Think Tank Urges Cancellation to Safeguard Oil Revenue

by Oluwatosin Racheal Alabi

Nigeria’s foreign exchange and oil revenue crises are at risk of deepening in the coming months if immediate action isn’t taken to address the Domestic Crude Allocation (DCA) policy. This policy, which involves domestic sales of crude oil resulting in revenues in Naira instead of US dollars, is now under scrutiny for exacerbating the country’s forex challenges.

Agora Policy, a leading Nigerian think tank and non-profit, has published a report urging the immediate cancellation of the DCA policy. The report, titled ‘Cancelling Domestic Crude Oil Allocation is Nigeria’s Surest Path to Easing Forex Supply Crunch,’ argues that discontinuing DCA is essential for boosting forex inflow into Nigeria, offering a steady flow of foreign exchange, and thereby alleviating the cash flow challenge in the official segment of the forex markets.

In 2023, the Nigerian Upstream Petroleum Regulatory Commission (NUPRC) engaged with 52 crude oil exploration and production companies to ensure an adequate supply of crude oil to the country’s emerging refineries. However, Agora Policy’s findings suggest that the DCA policy has led to significant losses in oil revenue, with Nigeria losing 70% of its oil revenue to DCA between 2010 and 2022. The shift from joint ventures (JVs) to Production Sharing Contracts (PSCs) has meant that most of the federation’s share of produced crude oil is now allocated to DCA, rising dramatically from below 10% in the early 2000s to almost 100% by 2023.

The report highlights the detrimental impact of DCA on forex flows, noting that revenue from DCA sales is received in Naira, depriving the Central Bank of Nigeria (CBN) of the foreign exchange previously dominated by crude oil sales. From accounting for 94% of forex to the CBN in 2010, oil and gas flows dropped to 24% by June 2022, with the figure likely lower at present.

Agora Policy recommends that beyond improving security in the Niger Delta to curb oil theft and engaging with partners to increase investments in oil production, the Nigerian government should cancel the policy of earmarking its own share of oil output for domestic consumption. This move is seen as a short-term and sustainable fix for the oil revenue and forex flow challenges.

The report also criticizes the crude allocation system’s management, suggesting that it has become a significant issue recently.
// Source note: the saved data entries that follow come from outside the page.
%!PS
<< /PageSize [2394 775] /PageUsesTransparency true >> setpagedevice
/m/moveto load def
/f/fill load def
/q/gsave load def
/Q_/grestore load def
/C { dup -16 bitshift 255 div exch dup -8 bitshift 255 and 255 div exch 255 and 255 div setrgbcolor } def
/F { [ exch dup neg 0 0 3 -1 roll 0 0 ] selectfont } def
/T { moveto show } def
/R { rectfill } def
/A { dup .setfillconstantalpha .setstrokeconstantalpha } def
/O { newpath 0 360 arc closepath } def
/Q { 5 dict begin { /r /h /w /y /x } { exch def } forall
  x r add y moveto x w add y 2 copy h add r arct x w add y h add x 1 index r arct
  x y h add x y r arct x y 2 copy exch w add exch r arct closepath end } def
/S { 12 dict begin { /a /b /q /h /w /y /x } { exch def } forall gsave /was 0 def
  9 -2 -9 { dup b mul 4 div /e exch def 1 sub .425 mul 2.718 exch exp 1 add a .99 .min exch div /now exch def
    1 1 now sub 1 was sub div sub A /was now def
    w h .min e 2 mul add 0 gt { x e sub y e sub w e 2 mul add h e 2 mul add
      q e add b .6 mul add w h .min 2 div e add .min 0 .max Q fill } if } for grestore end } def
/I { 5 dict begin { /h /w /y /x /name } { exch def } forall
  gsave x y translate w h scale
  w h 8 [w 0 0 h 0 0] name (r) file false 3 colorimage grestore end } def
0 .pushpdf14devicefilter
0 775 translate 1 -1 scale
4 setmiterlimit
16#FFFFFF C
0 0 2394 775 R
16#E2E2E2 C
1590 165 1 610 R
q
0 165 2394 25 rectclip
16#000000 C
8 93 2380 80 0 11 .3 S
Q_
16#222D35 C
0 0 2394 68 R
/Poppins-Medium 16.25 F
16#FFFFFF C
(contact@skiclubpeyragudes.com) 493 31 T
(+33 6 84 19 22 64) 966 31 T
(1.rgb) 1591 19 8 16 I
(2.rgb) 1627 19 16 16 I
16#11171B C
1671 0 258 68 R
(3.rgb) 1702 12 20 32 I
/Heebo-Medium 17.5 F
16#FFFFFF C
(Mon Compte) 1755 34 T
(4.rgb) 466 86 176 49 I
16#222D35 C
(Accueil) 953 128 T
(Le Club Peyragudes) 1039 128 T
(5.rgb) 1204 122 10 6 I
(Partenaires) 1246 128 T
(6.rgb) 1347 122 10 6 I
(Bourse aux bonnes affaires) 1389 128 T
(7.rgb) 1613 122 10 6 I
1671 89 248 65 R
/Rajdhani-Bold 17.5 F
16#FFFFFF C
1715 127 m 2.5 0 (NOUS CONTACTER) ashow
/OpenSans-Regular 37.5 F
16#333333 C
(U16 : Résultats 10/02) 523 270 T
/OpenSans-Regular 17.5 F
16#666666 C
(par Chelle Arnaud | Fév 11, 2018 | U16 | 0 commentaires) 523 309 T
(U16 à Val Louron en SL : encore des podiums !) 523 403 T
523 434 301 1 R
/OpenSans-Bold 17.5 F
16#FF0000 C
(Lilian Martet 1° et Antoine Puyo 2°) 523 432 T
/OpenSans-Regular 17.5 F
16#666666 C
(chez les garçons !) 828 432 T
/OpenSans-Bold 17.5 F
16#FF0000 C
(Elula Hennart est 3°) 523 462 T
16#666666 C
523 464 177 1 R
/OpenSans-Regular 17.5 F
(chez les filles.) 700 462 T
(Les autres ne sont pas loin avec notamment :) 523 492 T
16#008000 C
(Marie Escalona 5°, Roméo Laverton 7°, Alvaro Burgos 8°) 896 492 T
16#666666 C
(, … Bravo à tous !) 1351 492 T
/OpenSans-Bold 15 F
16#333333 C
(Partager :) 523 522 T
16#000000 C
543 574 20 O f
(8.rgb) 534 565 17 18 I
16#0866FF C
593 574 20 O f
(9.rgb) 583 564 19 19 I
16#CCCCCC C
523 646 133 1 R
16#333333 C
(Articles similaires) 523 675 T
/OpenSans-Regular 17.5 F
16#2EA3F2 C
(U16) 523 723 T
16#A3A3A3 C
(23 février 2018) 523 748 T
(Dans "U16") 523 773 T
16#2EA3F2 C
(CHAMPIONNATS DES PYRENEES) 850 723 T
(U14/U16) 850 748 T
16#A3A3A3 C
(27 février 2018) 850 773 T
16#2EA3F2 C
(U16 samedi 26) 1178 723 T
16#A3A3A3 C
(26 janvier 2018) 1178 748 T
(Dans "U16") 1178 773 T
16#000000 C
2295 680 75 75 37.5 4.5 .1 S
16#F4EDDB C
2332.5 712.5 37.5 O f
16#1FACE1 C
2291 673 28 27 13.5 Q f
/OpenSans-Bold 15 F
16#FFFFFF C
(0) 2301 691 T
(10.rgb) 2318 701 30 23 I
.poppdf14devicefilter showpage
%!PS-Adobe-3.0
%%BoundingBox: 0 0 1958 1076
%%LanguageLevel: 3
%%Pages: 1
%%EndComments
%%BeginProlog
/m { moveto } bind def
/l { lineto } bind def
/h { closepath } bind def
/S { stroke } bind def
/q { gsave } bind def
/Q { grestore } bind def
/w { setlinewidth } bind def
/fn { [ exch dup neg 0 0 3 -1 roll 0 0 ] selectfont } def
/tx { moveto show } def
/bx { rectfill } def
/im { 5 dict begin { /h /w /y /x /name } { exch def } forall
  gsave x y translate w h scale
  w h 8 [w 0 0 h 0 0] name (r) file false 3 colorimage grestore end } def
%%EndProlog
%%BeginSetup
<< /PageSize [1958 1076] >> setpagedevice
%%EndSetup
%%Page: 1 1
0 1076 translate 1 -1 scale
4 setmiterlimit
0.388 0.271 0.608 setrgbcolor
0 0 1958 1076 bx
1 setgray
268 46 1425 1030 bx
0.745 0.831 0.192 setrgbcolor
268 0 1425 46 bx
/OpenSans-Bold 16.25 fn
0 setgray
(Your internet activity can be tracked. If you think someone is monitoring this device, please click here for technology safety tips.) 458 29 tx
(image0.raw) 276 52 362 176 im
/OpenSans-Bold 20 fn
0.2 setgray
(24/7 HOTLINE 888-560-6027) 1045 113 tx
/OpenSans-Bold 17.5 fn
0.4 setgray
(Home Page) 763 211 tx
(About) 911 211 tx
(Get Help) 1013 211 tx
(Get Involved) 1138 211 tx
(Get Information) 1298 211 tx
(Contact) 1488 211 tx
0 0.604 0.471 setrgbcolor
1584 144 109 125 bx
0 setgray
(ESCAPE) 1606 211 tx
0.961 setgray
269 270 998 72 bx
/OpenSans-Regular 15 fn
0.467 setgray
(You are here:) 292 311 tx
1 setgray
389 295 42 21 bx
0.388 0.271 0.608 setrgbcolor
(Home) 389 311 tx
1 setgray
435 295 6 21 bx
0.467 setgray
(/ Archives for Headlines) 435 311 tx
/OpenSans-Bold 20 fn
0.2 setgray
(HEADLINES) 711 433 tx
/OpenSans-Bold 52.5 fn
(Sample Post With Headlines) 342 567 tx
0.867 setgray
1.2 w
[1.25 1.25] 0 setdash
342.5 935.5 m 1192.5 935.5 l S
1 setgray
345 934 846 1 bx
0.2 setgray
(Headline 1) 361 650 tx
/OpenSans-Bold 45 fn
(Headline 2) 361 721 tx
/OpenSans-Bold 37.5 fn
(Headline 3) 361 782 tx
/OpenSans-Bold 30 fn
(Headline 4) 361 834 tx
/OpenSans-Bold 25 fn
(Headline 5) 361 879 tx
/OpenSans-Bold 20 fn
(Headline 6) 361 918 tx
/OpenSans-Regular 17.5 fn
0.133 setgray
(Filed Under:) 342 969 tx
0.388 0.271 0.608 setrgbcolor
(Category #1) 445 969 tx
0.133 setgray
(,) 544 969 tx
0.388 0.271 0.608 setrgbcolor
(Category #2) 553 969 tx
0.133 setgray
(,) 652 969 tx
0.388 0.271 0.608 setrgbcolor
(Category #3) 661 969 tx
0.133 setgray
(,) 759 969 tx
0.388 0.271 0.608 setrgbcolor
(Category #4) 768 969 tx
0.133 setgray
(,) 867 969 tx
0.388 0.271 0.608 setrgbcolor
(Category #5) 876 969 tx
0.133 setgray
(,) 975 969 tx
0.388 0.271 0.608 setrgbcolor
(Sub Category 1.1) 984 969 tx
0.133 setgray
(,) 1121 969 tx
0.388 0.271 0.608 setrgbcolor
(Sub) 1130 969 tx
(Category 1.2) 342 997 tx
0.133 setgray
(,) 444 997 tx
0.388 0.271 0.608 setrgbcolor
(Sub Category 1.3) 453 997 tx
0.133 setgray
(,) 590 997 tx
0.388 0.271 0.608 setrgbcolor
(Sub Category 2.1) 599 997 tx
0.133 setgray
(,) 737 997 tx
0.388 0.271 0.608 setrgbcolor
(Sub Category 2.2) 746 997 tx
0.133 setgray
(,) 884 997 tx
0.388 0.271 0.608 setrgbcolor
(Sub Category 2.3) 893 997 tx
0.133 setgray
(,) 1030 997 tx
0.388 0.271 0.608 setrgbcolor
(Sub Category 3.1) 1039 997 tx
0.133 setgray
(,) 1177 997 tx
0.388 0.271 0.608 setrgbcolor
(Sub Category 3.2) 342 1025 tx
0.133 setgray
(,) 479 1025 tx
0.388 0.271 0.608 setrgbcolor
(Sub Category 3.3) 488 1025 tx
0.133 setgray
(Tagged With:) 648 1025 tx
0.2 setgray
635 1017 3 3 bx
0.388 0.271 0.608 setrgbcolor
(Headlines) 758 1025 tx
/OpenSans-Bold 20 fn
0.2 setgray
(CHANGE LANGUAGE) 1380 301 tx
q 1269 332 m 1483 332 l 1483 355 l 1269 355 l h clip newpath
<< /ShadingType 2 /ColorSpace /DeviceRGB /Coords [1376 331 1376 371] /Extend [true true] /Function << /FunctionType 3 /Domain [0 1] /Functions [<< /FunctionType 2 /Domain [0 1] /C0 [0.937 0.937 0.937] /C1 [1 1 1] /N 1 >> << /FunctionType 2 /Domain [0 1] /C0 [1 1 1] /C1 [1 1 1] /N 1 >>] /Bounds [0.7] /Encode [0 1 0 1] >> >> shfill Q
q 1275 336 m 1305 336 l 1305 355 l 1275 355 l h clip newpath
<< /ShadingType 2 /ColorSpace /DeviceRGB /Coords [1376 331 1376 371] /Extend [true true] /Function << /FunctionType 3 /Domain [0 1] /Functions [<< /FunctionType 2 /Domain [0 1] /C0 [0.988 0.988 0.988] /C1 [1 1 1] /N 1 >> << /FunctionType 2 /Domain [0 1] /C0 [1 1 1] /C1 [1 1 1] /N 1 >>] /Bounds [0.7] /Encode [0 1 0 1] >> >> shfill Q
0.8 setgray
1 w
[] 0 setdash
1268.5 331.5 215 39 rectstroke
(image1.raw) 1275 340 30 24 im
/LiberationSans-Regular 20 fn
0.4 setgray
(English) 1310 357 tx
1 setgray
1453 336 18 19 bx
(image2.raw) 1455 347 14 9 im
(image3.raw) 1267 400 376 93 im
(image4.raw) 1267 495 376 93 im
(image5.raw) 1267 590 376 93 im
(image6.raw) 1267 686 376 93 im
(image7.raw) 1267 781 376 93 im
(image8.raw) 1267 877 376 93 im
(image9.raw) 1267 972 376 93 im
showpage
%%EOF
The system results in petrol being paid for in Naira, not dollars, with no guarantee that the Naira payment from DCA will translate to commensurate, or any, revenue to the federation account due to the national oil company’s habit of making upfront deductions from DCA revenue for various reasons.

Agora Policy’s analysis points to the urgent need for policy reform to ensure Nigeria’s oil and foreign exchange markets can recover and thrive, emphasizing the importance of transitioning away from practices that undermine the country’s economic stability.